Entries provided Block Start

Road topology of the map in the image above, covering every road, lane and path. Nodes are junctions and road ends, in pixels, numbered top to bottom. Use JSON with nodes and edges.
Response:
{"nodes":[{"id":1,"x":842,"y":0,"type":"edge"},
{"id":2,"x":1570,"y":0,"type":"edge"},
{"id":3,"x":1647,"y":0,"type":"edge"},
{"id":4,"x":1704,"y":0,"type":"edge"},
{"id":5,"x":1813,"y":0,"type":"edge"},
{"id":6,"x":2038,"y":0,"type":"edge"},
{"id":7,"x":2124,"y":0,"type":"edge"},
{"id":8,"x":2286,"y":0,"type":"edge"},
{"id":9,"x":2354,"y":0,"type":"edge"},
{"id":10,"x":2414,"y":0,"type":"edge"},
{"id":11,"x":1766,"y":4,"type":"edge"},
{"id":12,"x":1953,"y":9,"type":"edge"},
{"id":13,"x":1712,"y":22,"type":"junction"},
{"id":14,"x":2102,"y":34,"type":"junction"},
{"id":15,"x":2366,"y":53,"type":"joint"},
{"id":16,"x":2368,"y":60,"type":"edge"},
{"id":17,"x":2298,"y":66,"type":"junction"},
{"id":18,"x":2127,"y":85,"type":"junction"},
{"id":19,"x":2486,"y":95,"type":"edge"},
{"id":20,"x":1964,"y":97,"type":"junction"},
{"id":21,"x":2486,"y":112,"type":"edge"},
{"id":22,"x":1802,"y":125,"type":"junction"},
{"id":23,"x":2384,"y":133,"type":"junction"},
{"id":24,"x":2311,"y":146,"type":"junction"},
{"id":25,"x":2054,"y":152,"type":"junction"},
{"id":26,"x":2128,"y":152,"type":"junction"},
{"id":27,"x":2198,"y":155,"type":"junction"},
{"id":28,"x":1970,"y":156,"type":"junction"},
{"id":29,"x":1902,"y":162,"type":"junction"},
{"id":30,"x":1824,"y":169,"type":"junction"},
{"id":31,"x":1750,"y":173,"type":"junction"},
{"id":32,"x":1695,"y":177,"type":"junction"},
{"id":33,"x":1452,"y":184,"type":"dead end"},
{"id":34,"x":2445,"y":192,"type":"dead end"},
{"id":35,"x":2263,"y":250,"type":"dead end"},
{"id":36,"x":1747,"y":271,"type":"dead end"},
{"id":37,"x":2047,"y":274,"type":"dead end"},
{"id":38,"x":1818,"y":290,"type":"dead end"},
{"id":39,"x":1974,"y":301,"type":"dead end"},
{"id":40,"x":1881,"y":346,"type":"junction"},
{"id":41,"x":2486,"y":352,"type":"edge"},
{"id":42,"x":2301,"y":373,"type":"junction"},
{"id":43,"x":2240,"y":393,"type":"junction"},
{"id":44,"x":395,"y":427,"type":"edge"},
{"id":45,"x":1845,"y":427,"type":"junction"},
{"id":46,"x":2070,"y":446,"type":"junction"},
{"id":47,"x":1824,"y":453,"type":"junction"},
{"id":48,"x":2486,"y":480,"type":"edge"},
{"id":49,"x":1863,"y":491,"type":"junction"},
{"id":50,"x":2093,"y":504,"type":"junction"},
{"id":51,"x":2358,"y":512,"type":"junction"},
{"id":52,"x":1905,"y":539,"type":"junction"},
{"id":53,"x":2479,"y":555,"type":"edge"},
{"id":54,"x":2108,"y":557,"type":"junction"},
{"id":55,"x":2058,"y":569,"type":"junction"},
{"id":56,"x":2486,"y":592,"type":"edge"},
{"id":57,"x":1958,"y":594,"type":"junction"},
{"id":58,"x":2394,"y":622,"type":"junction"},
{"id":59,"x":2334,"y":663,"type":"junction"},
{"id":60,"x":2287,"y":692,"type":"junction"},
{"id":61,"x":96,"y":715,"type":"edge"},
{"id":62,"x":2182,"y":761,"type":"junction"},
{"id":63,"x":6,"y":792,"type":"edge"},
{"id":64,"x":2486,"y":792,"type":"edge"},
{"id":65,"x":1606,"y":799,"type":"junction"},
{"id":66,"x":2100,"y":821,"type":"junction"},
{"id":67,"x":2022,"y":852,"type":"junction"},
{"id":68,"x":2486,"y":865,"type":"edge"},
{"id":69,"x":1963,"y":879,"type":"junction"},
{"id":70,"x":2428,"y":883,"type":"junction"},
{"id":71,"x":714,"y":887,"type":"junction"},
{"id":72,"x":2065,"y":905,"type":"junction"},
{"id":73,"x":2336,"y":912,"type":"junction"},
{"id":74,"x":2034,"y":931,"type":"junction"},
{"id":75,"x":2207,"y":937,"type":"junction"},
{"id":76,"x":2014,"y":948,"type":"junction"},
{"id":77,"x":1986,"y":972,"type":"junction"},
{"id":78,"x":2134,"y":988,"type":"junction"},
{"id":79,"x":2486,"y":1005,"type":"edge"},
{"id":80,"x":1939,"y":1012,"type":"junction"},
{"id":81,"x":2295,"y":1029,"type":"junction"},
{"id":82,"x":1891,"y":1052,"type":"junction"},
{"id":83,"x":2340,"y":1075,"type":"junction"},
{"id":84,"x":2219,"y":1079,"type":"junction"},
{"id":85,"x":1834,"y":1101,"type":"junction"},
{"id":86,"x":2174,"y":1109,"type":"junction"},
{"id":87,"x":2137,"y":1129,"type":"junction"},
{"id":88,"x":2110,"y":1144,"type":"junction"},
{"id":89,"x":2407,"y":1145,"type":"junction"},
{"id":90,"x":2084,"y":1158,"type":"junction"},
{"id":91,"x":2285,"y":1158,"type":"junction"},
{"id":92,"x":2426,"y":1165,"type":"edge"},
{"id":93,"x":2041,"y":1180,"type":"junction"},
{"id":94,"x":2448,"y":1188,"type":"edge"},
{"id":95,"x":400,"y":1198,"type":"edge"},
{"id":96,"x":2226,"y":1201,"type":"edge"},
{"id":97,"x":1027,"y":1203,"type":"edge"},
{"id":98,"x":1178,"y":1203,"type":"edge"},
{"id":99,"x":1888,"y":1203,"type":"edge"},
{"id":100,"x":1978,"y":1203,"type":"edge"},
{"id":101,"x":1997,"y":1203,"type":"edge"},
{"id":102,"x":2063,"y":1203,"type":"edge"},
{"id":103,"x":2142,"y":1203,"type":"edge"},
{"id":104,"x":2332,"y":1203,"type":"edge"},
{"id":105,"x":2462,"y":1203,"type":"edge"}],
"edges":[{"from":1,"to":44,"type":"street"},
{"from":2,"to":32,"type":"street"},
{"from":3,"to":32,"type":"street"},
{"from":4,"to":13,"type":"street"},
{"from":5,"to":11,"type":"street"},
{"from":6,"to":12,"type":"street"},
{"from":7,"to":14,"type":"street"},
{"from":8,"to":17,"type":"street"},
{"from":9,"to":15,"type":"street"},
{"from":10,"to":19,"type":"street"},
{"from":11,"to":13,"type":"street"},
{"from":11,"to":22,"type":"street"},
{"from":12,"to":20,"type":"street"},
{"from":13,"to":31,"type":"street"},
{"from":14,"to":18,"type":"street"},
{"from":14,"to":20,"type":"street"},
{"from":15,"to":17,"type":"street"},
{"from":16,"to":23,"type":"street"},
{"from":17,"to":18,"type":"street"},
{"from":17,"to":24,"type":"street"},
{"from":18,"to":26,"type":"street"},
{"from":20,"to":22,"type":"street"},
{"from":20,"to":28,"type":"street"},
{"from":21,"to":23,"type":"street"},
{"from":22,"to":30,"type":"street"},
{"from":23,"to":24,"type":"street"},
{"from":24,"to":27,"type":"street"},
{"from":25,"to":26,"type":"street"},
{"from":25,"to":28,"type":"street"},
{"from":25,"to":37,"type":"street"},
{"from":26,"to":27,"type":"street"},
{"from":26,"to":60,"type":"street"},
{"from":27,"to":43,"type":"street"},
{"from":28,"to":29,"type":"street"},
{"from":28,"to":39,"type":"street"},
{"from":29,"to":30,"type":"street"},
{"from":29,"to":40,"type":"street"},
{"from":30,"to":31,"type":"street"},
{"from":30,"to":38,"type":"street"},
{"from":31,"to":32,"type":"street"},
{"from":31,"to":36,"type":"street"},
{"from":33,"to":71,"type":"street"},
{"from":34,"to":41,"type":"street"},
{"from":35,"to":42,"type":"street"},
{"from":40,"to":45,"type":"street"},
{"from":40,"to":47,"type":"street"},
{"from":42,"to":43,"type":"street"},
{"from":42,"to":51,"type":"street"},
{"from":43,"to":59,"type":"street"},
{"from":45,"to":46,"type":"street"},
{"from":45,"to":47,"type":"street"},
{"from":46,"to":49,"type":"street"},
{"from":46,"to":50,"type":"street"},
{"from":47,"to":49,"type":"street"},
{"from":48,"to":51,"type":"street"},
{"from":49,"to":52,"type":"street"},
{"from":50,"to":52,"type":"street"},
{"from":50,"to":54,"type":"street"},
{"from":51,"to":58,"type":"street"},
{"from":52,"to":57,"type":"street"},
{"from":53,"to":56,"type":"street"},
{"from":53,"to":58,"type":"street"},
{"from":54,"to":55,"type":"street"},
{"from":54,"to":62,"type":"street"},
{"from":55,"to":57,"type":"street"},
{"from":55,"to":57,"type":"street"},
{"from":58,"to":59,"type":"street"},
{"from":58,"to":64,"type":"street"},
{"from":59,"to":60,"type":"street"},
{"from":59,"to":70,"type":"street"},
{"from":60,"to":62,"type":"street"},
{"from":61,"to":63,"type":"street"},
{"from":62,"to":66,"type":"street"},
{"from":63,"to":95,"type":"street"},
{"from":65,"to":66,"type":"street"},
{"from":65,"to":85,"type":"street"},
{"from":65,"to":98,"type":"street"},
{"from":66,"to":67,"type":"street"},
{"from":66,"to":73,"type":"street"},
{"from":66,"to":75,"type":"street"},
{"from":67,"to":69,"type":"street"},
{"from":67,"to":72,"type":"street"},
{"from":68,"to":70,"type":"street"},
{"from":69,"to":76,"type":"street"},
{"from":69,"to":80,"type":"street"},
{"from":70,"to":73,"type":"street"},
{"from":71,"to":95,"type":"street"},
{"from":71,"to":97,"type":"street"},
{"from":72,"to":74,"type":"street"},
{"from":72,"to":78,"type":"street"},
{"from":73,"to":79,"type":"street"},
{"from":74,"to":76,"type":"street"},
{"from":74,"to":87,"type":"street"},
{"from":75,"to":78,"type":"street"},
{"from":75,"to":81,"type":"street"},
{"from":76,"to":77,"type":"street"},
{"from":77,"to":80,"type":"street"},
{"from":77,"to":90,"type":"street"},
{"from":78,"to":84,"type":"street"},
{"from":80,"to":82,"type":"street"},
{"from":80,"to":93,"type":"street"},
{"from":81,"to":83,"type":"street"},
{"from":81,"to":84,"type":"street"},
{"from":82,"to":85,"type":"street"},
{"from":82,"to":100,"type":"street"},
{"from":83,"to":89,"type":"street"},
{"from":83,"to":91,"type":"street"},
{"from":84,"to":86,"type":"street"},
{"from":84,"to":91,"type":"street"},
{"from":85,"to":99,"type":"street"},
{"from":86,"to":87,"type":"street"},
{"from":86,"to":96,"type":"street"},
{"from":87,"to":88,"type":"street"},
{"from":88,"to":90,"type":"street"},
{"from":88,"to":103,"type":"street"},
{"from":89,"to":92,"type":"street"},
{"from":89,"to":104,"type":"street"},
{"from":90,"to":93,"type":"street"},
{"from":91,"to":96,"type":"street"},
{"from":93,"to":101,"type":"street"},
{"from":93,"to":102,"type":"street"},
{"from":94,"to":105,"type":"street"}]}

Entries provided Block End
Entries provided Block Start

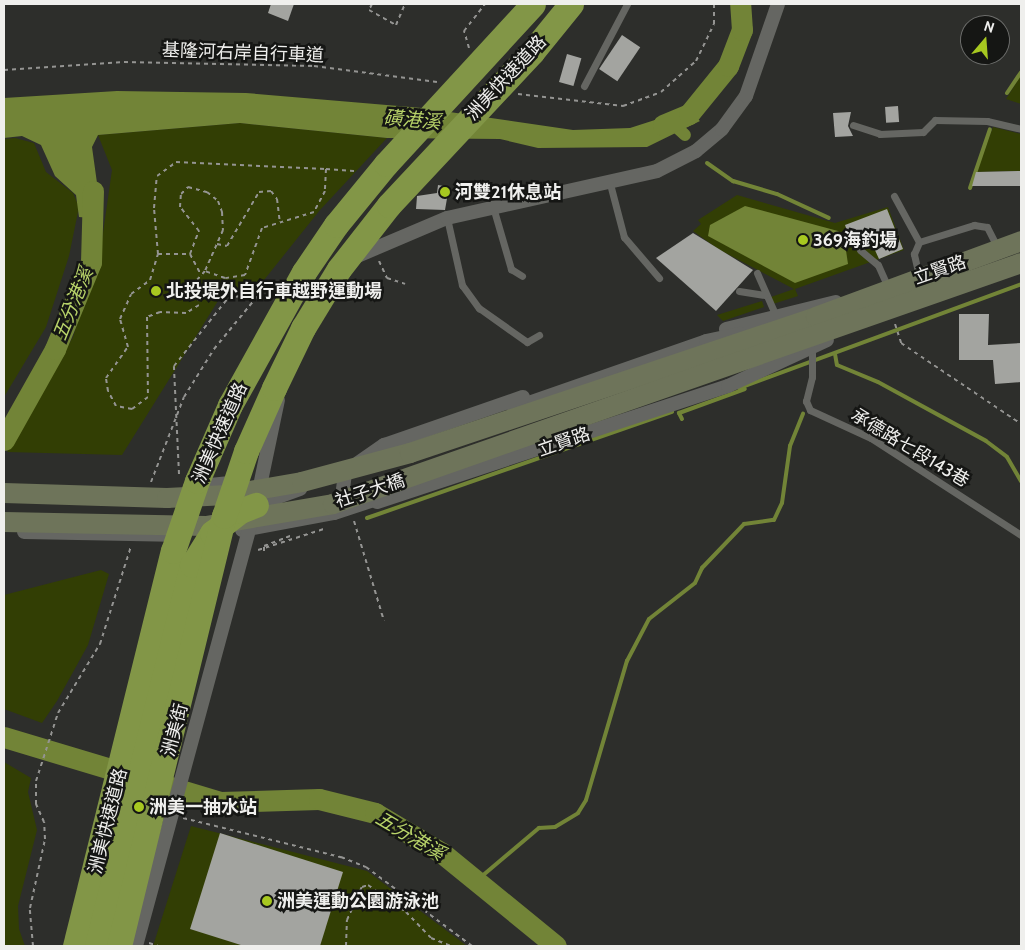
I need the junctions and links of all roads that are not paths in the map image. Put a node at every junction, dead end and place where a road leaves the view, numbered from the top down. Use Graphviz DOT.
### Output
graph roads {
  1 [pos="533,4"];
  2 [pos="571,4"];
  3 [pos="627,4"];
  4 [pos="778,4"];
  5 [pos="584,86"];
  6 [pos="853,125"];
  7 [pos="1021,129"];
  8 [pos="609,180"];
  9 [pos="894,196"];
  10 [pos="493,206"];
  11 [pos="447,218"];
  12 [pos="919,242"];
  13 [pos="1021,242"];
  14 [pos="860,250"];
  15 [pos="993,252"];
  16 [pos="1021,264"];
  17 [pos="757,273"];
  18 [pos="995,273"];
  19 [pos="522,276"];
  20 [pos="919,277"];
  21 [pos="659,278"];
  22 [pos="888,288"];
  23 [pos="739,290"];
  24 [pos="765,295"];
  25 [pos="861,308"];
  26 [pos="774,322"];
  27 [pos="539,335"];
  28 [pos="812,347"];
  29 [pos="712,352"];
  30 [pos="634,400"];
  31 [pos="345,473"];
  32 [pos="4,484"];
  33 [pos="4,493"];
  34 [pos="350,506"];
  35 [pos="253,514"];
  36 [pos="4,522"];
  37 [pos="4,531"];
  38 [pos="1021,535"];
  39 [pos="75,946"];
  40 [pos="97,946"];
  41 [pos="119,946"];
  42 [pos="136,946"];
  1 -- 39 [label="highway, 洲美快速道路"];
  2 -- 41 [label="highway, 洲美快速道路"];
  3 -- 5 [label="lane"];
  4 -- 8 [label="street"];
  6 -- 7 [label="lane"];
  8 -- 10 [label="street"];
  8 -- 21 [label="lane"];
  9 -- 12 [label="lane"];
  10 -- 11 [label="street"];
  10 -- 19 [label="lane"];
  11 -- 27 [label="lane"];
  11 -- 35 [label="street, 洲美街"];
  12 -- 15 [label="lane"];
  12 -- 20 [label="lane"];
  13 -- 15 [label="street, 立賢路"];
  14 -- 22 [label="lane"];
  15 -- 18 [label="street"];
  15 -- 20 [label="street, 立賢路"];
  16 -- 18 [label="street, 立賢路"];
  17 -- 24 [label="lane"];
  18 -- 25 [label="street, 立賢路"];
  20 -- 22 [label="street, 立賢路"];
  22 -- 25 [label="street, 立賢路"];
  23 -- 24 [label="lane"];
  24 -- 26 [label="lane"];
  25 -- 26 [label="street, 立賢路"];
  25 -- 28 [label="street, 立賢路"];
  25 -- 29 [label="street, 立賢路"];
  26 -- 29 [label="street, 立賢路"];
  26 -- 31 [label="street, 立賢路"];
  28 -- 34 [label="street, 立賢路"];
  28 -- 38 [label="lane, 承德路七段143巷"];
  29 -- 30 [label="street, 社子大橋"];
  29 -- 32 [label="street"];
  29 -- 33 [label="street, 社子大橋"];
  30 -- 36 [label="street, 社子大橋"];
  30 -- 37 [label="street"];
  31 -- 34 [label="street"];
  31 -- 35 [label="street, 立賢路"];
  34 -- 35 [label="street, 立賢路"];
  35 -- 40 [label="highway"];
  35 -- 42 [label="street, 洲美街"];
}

Entries provided Block End

Scan the lines above for "junctions" and state how many match, nothing more.

Task result —
2